Make Haste Slowly: A Theory of Emergent Structured Mixed Selectivity in Feature Learning ReLU Networks
This work addresses a foundational gap in understanding feature learning in practical deep learning models, though it is incremental as it builds on existing theories and focuses on specific tasks.
The paper tackles the lack of a theory for feature learning in finite-dimensional ReLU neural networks by establishing an equivalence with Gated Deep Linear Networks and analyzing learning dynamics on multi-task-like tasks, showing that ReLU networks develop structured, reusable latent representations rather than strictly modular ones, with this effect enhanced by more contexts and hidden layers.

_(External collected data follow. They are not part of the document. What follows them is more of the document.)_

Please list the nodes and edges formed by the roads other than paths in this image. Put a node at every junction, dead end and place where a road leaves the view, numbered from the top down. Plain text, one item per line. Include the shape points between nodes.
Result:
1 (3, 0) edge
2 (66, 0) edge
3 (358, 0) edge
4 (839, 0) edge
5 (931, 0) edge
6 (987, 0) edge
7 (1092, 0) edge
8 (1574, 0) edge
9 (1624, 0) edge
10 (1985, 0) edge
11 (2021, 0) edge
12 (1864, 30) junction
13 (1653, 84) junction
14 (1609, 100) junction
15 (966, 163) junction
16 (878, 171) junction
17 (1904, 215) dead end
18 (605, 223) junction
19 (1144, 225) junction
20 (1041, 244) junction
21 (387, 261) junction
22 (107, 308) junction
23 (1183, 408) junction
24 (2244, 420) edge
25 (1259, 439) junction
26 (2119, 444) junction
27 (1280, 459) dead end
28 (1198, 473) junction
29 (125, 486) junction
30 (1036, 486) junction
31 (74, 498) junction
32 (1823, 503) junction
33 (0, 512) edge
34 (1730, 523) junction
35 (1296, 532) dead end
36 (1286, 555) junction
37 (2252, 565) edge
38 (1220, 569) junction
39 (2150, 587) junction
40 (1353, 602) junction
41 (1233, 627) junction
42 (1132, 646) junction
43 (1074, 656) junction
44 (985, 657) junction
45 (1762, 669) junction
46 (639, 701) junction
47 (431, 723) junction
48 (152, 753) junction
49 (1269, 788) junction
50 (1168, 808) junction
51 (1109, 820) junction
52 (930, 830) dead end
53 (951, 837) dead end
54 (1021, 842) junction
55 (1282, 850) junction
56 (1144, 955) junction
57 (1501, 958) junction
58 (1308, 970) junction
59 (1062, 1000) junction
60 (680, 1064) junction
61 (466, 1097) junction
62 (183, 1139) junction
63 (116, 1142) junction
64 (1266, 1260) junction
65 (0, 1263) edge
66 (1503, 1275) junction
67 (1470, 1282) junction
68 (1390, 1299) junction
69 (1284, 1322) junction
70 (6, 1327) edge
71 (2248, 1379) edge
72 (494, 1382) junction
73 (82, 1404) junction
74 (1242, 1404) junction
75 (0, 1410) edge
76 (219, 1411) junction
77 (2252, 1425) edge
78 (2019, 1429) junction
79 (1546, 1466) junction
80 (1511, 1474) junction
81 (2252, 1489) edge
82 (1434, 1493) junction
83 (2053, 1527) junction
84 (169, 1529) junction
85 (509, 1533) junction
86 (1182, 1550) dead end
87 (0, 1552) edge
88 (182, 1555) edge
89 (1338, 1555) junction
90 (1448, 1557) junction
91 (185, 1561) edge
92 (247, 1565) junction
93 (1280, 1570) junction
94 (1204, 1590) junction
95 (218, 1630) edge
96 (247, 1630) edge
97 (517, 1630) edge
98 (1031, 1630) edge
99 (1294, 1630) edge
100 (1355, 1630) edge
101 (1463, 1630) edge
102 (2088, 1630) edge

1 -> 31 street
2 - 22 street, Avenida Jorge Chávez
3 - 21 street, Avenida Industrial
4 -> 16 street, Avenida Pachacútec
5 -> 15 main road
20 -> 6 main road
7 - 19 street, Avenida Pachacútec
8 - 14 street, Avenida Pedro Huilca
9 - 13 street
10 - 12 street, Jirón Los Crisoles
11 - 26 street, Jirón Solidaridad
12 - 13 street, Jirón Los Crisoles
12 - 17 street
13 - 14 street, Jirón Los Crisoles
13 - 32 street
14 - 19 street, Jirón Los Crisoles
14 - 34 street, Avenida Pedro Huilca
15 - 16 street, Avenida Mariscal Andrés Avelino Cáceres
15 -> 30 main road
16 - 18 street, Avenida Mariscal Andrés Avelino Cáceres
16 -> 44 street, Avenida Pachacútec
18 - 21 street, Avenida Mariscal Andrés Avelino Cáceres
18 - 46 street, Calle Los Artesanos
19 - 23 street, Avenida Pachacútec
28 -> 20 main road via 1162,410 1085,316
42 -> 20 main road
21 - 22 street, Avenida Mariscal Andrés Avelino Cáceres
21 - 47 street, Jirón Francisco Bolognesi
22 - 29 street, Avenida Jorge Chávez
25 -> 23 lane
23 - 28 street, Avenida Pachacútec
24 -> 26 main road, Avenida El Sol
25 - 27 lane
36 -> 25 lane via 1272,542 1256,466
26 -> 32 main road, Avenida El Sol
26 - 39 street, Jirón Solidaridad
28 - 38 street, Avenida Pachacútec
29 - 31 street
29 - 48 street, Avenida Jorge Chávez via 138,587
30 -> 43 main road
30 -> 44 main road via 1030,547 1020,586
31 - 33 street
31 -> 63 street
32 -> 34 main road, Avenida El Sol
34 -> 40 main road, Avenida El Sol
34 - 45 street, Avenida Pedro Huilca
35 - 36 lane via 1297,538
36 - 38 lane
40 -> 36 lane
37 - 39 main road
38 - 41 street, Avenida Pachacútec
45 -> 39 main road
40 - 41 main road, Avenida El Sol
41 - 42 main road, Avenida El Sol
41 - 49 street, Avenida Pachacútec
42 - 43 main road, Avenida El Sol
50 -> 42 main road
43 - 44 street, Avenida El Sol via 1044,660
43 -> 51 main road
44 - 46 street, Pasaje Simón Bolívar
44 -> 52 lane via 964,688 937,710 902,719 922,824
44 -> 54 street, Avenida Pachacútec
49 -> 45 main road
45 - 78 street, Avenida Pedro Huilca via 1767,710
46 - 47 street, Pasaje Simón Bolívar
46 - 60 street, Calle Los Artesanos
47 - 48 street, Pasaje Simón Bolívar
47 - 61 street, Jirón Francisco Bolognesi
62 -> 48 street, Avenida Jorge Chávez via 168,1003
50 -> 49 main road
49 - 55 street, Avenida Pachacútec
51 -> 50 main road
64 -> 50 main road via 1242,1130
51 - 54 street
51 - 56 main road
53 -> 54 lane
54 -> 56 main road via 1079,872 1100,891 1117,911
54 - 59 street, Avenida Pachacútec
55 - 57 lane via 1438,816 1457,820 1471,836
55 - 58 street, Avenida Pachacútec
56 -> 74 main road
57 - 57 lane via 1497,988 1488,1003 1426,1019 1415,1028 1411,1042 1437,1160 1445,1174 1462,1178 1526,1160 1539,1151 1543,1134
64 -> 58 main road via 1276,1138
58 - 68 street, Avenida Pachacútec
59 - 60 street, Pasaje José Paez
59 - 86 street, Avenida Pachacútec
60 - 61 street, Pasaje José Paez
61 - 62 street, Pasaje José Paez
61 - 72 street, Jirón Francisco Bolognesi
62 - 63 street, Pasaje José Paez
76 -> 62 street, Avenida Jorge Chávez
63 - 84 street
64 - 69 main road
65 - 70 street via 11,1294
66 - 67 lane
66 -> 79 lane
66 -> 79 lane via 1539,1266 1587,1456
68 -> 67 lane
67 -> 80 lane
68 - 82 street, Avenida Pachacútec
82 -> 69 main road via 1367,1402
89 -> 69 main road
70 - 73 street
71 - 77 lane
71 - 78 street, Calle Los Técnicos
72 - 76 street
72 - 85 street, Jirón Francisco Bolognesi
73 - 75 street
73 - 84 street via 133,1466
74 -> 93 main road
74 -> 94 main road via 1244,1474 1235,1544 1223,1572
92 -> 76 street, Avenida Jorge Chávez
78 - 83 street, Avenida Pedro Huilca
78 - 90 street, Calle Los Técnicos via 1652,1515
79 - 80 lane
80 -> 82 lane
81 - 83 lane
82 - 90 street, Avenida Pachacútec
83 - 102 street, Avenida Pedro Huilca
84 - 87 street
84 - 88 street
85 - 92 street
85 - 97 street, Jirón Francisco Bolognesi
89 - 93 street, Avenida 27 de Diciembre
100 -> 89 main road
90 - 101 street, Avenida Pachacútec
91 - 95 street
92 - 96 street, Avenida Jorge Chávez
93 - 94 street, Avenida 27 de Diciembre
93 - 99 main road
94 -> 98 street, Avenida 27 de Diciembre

In spite of finite dimension ReLU neural networks being a consistent factor behind recent deep learning successes, a theory of feature learning in these models remains elusive. Currently, insightful theories still rely on assumptions including the linearity of the network computations, unstructured input data and architectural constraints such as infinite width or a single hidden layer. To begin to address this gap we establish an equivalence between ReLU networks and Gated Deep Linear Networks, and use their greater tractability to derive dynamics of learning. We then consider multiple variants of a core task reminiscent of multi-task learning or contextual control which requires both feature learning and nonlinearity. We make explicit that, for these tasks, the ReLU networks possess an inductive bias towards latent representations which are not strictly modular or disentangled but are still highly structured and reusable between contexts. This effect is amplified with the addition of more contexts and hidden layers. Thus, we take a step towards a theory of feature learning in finite ReLU networks and shed light on how structured mixed-selective latent representations can emerge due to a bias for node-reuse and learning speed.